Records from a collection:

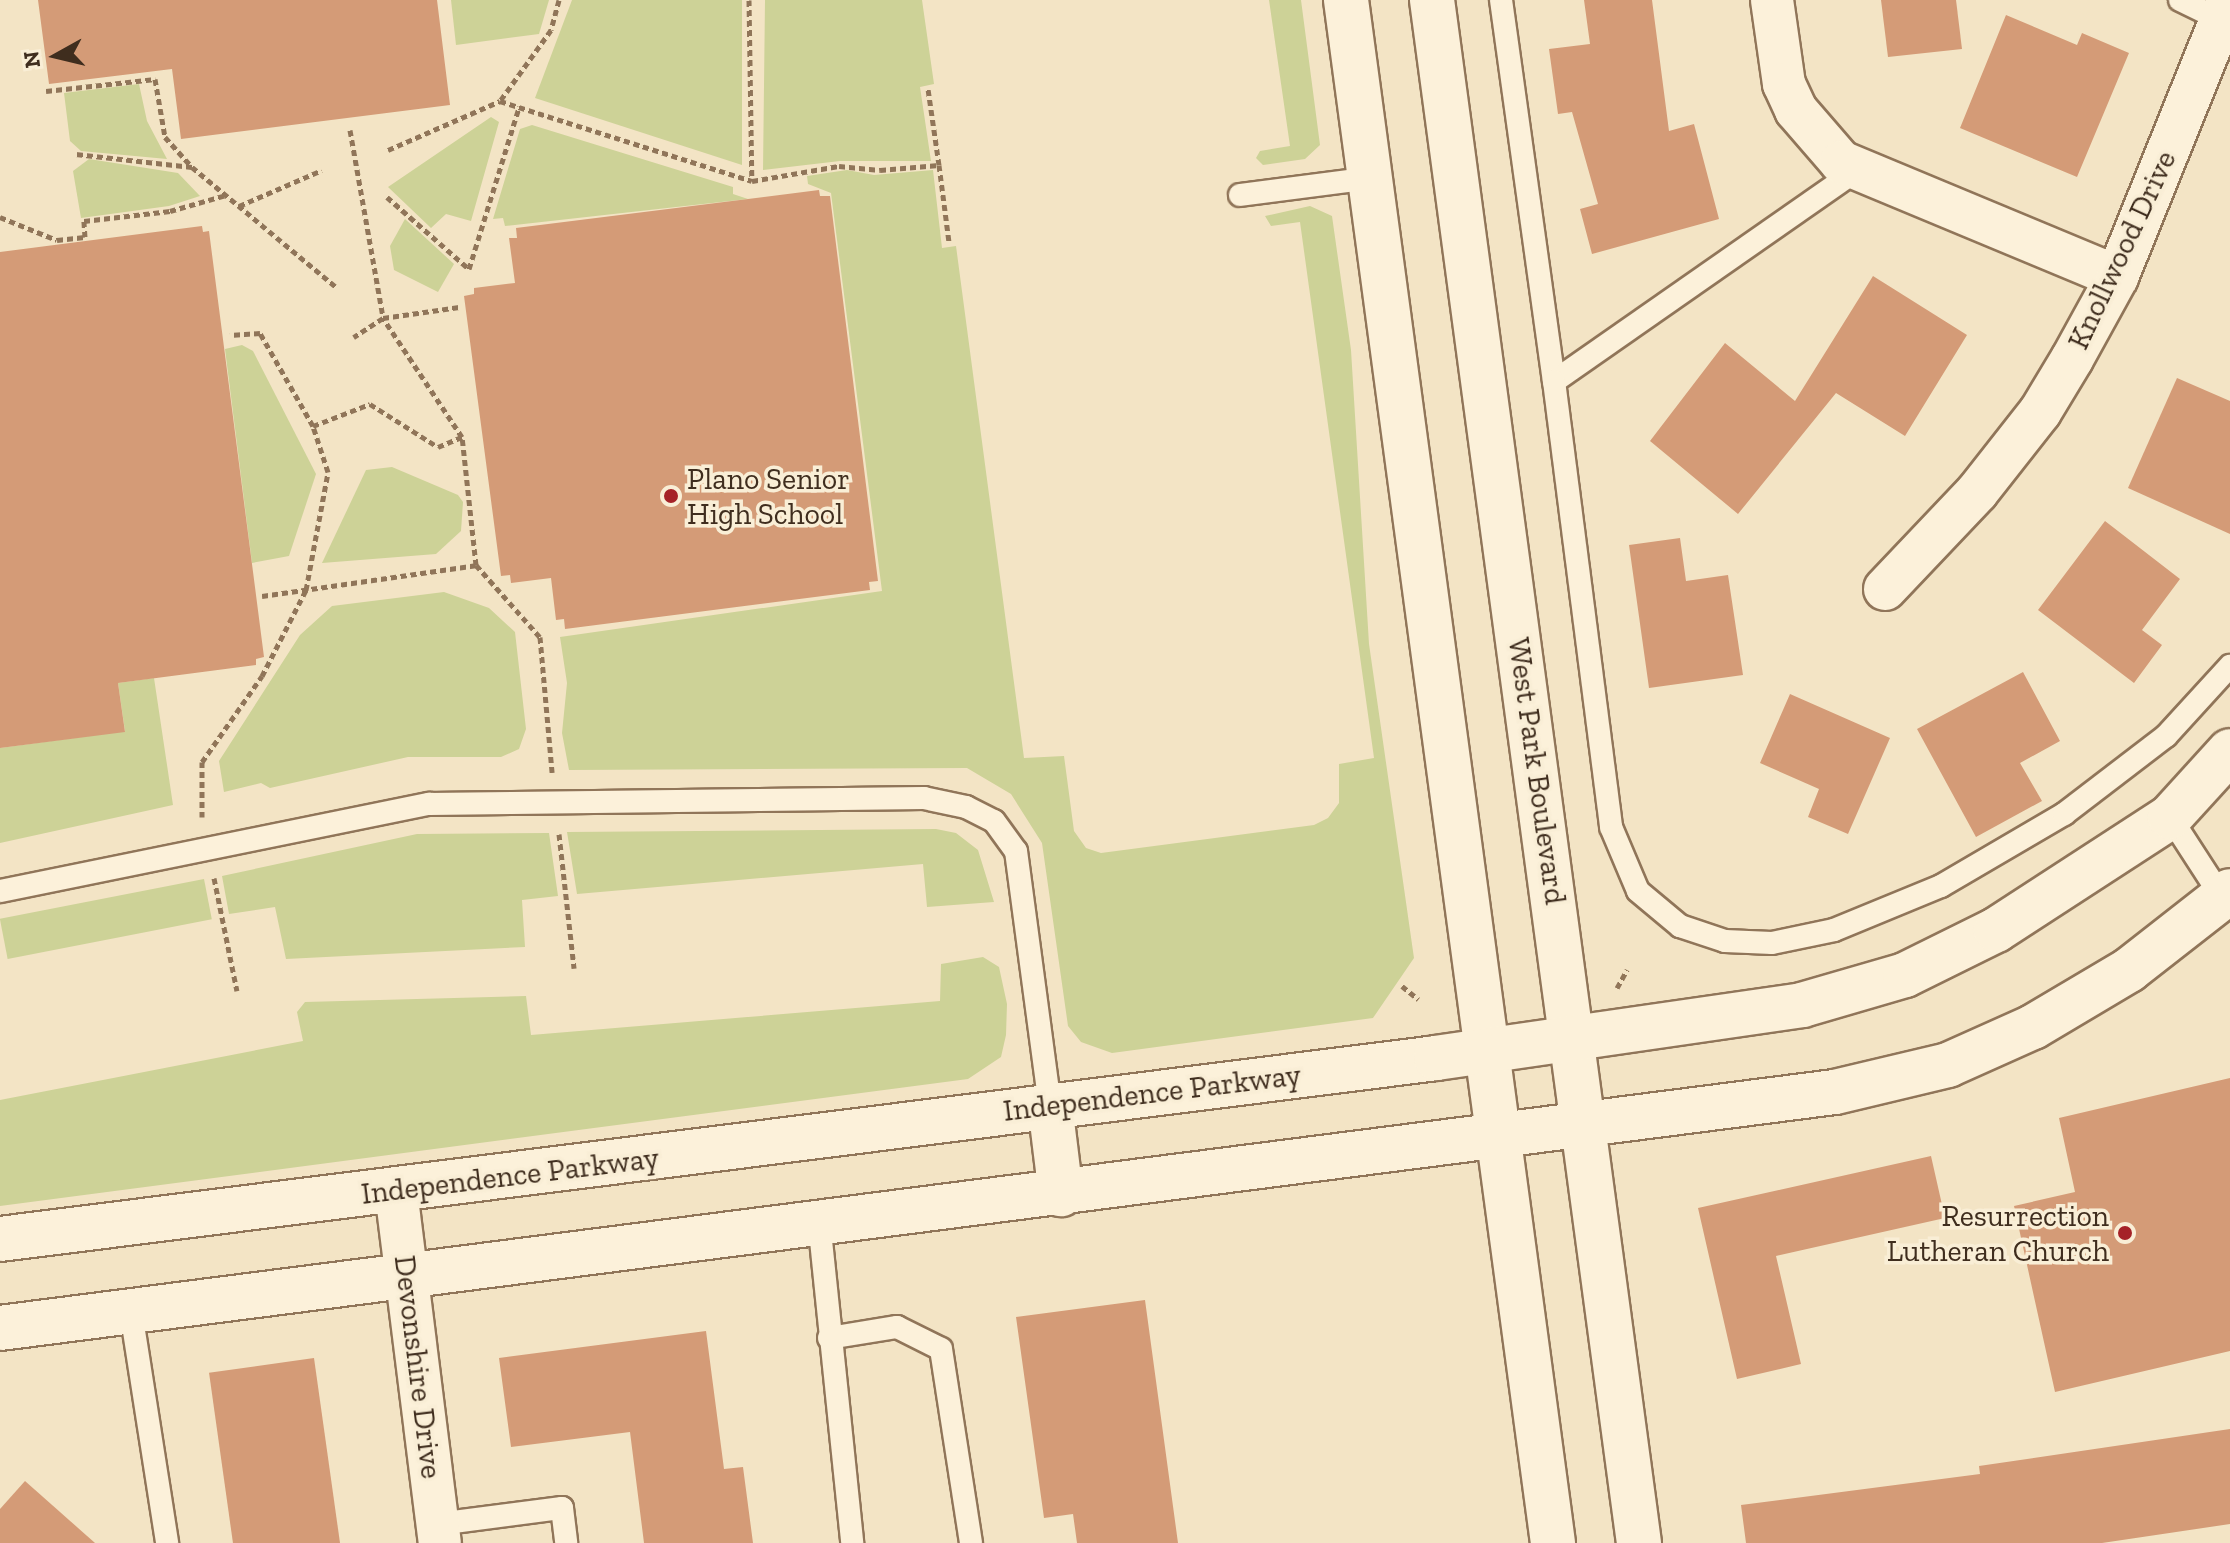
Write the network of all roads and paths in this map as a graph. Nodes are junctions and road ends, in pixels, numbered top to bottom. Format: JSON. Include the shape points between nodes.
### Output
{"nodes":[{"id":1,"x":559,"y":0,"type":"edge"},
{"id":2,"x":749,"y":0,"type":"edge"},
{"id":3,"x":1346,"y":0,"type":"edge"},
{"id":4,"x":1432,"y":0,"type":"edge"},
{"id":5,"x":1501,"y":0,"type":"edge"},
{"id":6,"x":1772,"y":0,"type":"edge"},
{"id":7,"x":2180,"y":0,"type":"edge"},
{"id":8,"x":2225,"y":10,"type":"edge"},
{"id":9,"x":928,"y":89,"type":"dead end"},
{"id":10,"x":46,"y":91,"type":"dead end"},
{"id":11,"x":500,"y":101,"type":"junction"},
{"id":12,"x":519,"y":107,"type":"junction"},
{"id":13,"x":350,"y":130,"type":"dead end"},
{"id":14,"x":388,"y":150,"type":"dead end"},
{"id":15,"x":76,"y":154,"type":"dead end"},
{"id":16,"x":939,"y":165,"type":"junction"},
{"id":17,"x":192,"y":167,"type":"junction"},
{"id":18,"x":322,"y":170,"type":"dead end"},
{"id":19,"x":1857,"y":170,"type":"junction"},
{"id":20,"x":1371,"y":178,"type":"junction"},
{"id":21,"x":752,"y":181,"type":"junction"},
{"id":22,"x":226,"y":195,"type":"junction"},
{"id":23,"x":1240,"y":195,"type":"dead end"},
{"id":24,"x":387,"y":197,"type":"dead end"},
{"id":25,"x":239,"y":206,"type":"junction"},
{"id":26,"x":0,"y":217,"type":"edge"},
{"id":27,"x":949,"y":242,"type":"dead end"},
{"id":28,"x":2117,"y":277,"type":"junction"},
{"id":29,"x":336,"y":287,"type":"dead end"},
{"id":30,"x":459,"y":307,"type":"dead end"},
{"id":31,"x":383,"y":318,"type":"junction"},
{"id":32,"x":230,"y":335,"type":"dead end"},
{"id":33,"x":354,"y":337,"type":"dead end"},
{"id":34,"x":1554,"y":381,"type":"junction"},
{"id":35,"x":313,"y":426,"type":"junction"},
{"id":36,"x":462,"y":437,"type":"junction"},
{"id":37,"x":476,"y":565,"type":"junction"},
{"id":38,"x":1885,"y":589,"type":"dead end"},
{"id":39,"x":306,"y":590,"type":"junction"},
{"id":40,"x":262,"y":596,"type":"dead end"},
{"id":41,"x":2230,"y":666,"type":"edge"},
{"id":42,"x":2230,"y":751,"type":"edge"},
{"id":43,"x":555,"y":803,"type":"junction"},
{"id":44,"x":2170,"y":817,"type":"junction"},
{"id":45,"x":208,"y":847,"type":"junction"},
{"id":46,"x":0,"y":891,"type":"edge"},
{"id":47,"x":2226,"y":895,"type":"edge"},
{"id":48,"x":574,"y":968,"type":"dead end"},
{"id":49,"x":1627,"y":970,"type":"dead end"},
{"id":50,"x":1402,"y":986,"type":"dead end"},
{"id":51,"x":1617,"y":988,"type":"dead end"},
{"id":52,"x":237,"y":991,"type":"dead end"},
{"id":53,"x":1418,"y":999,"type":"dead end"},
{"id":54,"x":1575,"y":1039,"type":"junction"},
{"id":55,"x":1491,"y":1051,"type":"junction"},
{"id":56,"x":1050,"y":1105,"type":"junction"},
{"id":57,"x":1587,"y":1127,"type":"junction"},
{"id":58,"x":1503,"y":1138,"type":"junction"},
{"id":59,"x":396,"y":1191,"type":"junction"},
{"id":60,"x":1061,"y":1194,"type":"junction"},
{"id":61,"x":819,"y":1221,"type":"junction"},
{"id":62,"x":0,"y":1239,"type":"edge"},
{"id":63,"x":407,"y":1278,"type":"junction"},
{"id":64,"x":131,"y":1312,"type":"junction"},
{"id":65,"x":0,"y":1328,"type":"edge"},
{"id":66,"x":829,"y":1338,"type":"junction"},
{"id":67,"x":439,"y":1534,"type":"edge"},
{"id":68,"x":167,"y":1543,"type":"edge"},
{"id":69,"x":566,"y":1543,"type":"edge"},
{"id":70,"x":852,"y":1543,"type":"edge"},
{"id":71,"x":971,"y":1543,"type":"edge"},
{"id":72,"x":1553,"y":1543,"type":"edge"},
{"id":73,"x":1639,"y":1543,"type":"edge"}],
"edges":[{"from":1,"to":11,"type":"path","via":[[551,30]]},
{"from":2,"to":21,"type":"path"},
{"from":3,"to":20,"type":"main road"},
{"from":4,"to":54,"type":"main road","name":"West Park Boulevard"},
{"from":5,"to":34,"type":"lane"},
{"from":6,"to":19,"type":"street","via":[[1778,58],[1796,110],[1841,162]]},
{"from":7,"to":8,"type":"lane"},
{"from":8,"to":28,"type":"street","name":"Knollwood Drive"},
{"from":9,"to":16,"type":"path"},
{"from":10,"to":17,"type":"path","via":[[155,79],[165,137]]},
{"from":11,"to":12,"type":"path"},
{"from":11,"to":14,"type":"path"},
{"from":12,"to":21,"type":"path"},
{"from":12,"to":24,"type":"path","via":[[469,269]]},
{"from":13,"to":31,"type":"path"},
{"from":15,"to":17,"type":"path"},
{"from":16,"to":21,"type":"path","via":[[880,170],[839,166]]},
{"from":16,"to":27,"type":"path"},
{"from":17,"to":22,"type":"path"},
{"from":18,"to":25,"type":"path"},
{"from":19,"to":28,"type":"street"},
{"from":19,"to":34,"type":"lane"},
{"from":20,"to":23,"type":"lane"},
{"from":20,"to":55,"type":"main road"},
{"from":22,"to":25,"type":"path"},
{"from":22,"to":26,"type":"path","via":[[170,211],[84,221],[85,237],[57,240]]},
{"from":25,"to":29,"type":"path"},
{"from":28,"to":38,"type":"street","name":"Knollwood Drive","via":[[2040,412],[1977,492]]},
{"from":30,"to":31,"type":"path"},
{"from":31,"to":33,"type":"path"},
{"from":31,"to":36,"type":"path"},
{"from":32,"to":35,"type":"path","via":[[260,333]]},
{"from":34,"to":41,"type":"lane","via":[[1611,827],[1638,891],[1680,926],[1725,941],[1772,943],[1834,930],[1941,886],[2064,814],[2166,736]]},
{"from":35,"to":36,"type":"path","via":[[370,404],[438,447]]},
{"from":35,"to":39,"type":"path","via":[[328,472]]},
{"from":36,"to":37,"type":"path"},
{"from":37,"to":39,"type":"path"},
{"from":37,"to":43,"type":"path","via":[[540,637]]},
{"from":39,"to":40,"type":"path"},
{"from":39,"to":45,"type":"path","via":[[262,676],[202,762],[200,809]]},
{"from":42,"to":44,"type":"main road","name":"Independence Parkway"},
{"from":43,"to":45,"type":"lane","via":[[403,807]]},
{"from":43,"to":48,"type":"path"},
{"from":43,"to":56,"type":"lane","via":[[924,798],[966,807],[994,821],[1016,851]]},
{"from":44,"to":47,"type":"lane"},
{"from":44,"to":54,"type":"main road","name":"Independence Parkway","via":[[1996,930],[1905,975],[1802,1005]]},
{"from":45,"to":46,"type":"lane"},
{"from":45,"to":52,"type":"path"},
{"from":47,"to":57,"type":"main road","via":[[2129,970],[2033,1027],[1948,1065],[1821,1095]]},
{"from":49,"to":51,"type":"path"},
{"from":50,"to":53,"type":"path"},
{"from":54,"to":55,"type":"main road","name":"Independence Parkway"},
{"from":54,"to":57,"type":"main road","name":"West Park Boulevard"},
{"from":55,"to":56,"type":"main road","name":"Independence Parkway"},
{"from":55,"to":58,"type":"main road"},
{"from":56,"to":59,"type":"main road","name":"Independence Parkway"},
{"from":56,"to":60,"type":"main road"},
{"from":57,"to":58,"type":"main road"},
{"from":57,"to":73,"type":"main road","name":"West Park Boulevard"},
{"from":58,"to":60,"type":"main road"},
{"from":58,"to":72,"type":"main road"},
{"from":59,"to":62,"type":"main road","name":"Independence Parkway"},
{"from":59,"to":63,"type":"street","name":"Devonshire Drive"},
{"from":60,"to":61,"type":"main road"},
{"from":61,"to":63,"type":"main road"},
{"from":61,"to":66,"type":"lane"},
{"from":63,"to":64,"type":"main road"},
{"from":63,"to":67,"type":"street","name":"Devonshire Drive"},
{"from":64,"to":65,"type":"main road"},
{"from":64,"to":68,"type":"lane"},
{"from":66,"to":70,"type":"lane"},
{"from":66,"to":71,"type":"lane","via":[[897,1327],[941,1349]]},
{"from":67,"to":69,"type":"lane","via":[[562,1508]]}]}
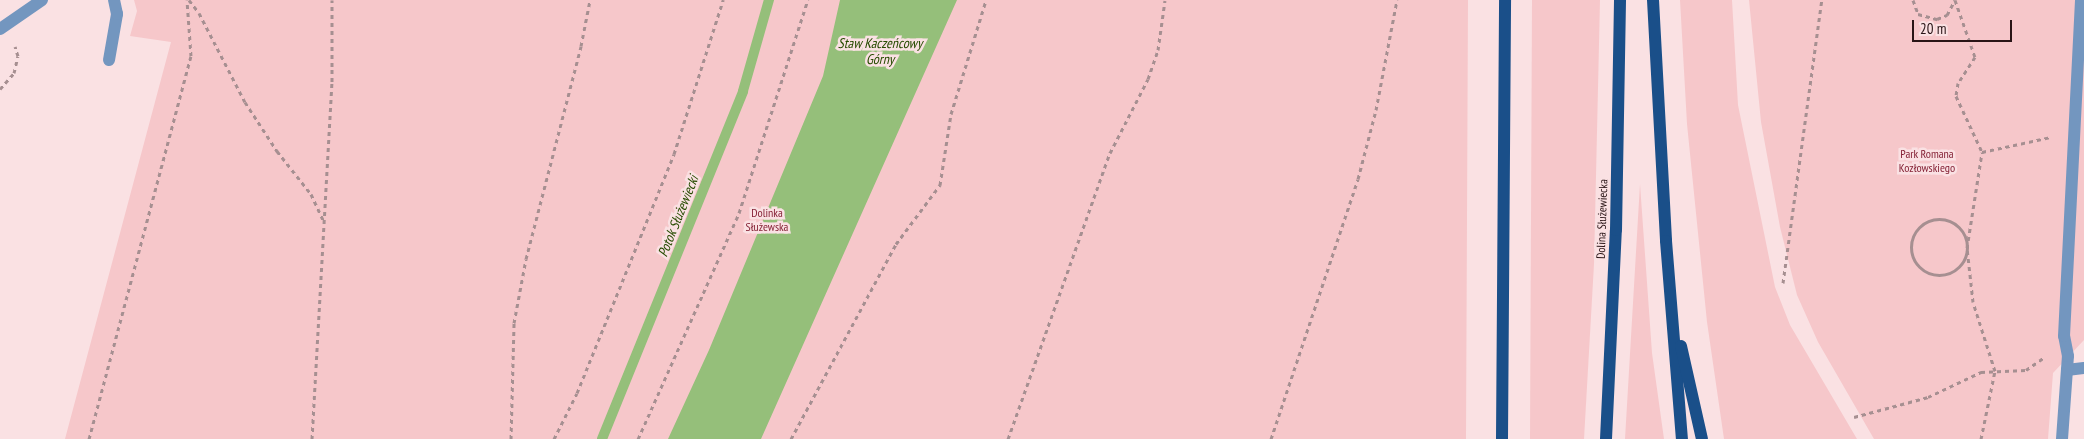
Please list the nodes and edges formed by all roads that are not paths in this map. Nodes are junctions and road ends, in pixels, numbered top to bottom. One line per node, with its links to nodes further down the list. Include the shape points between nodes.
1 (42, 0): 7 (street)
2 (114, 0): 8 (street, via 117,14)
3 (1505, 0): 12 (main road)
4 (1620, 0): 13 (main road, Dolina Służewiecka, via 1616,230)
5 (1653, 0): 9 (main road)
6 (2081, 0): 11 (street, via 2064,336)
7 (4, 27)
8 (109, 60)
9 (1670, 300): 14 (main road); 15 (main road)
10 (2084, 368): 11 (street)
11 (2067, 370): 16 (street)
12 (1502, 439)
13 (1606, 439)
14 (1682, 439)
15 (1702, 439)
16 (2062, 439)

**Assignment:** Please show every line above that includes the word "Boulevard".

**Result below:**
{"from":4,"to":54,"type":"main road","name":"West Park Boulevard"},
{"from":54,"to":57,"type":"main road","name":"West Park Boulevard"},
{"from":57,"to":73,"type":"main road","name":"West Park Boulevard"},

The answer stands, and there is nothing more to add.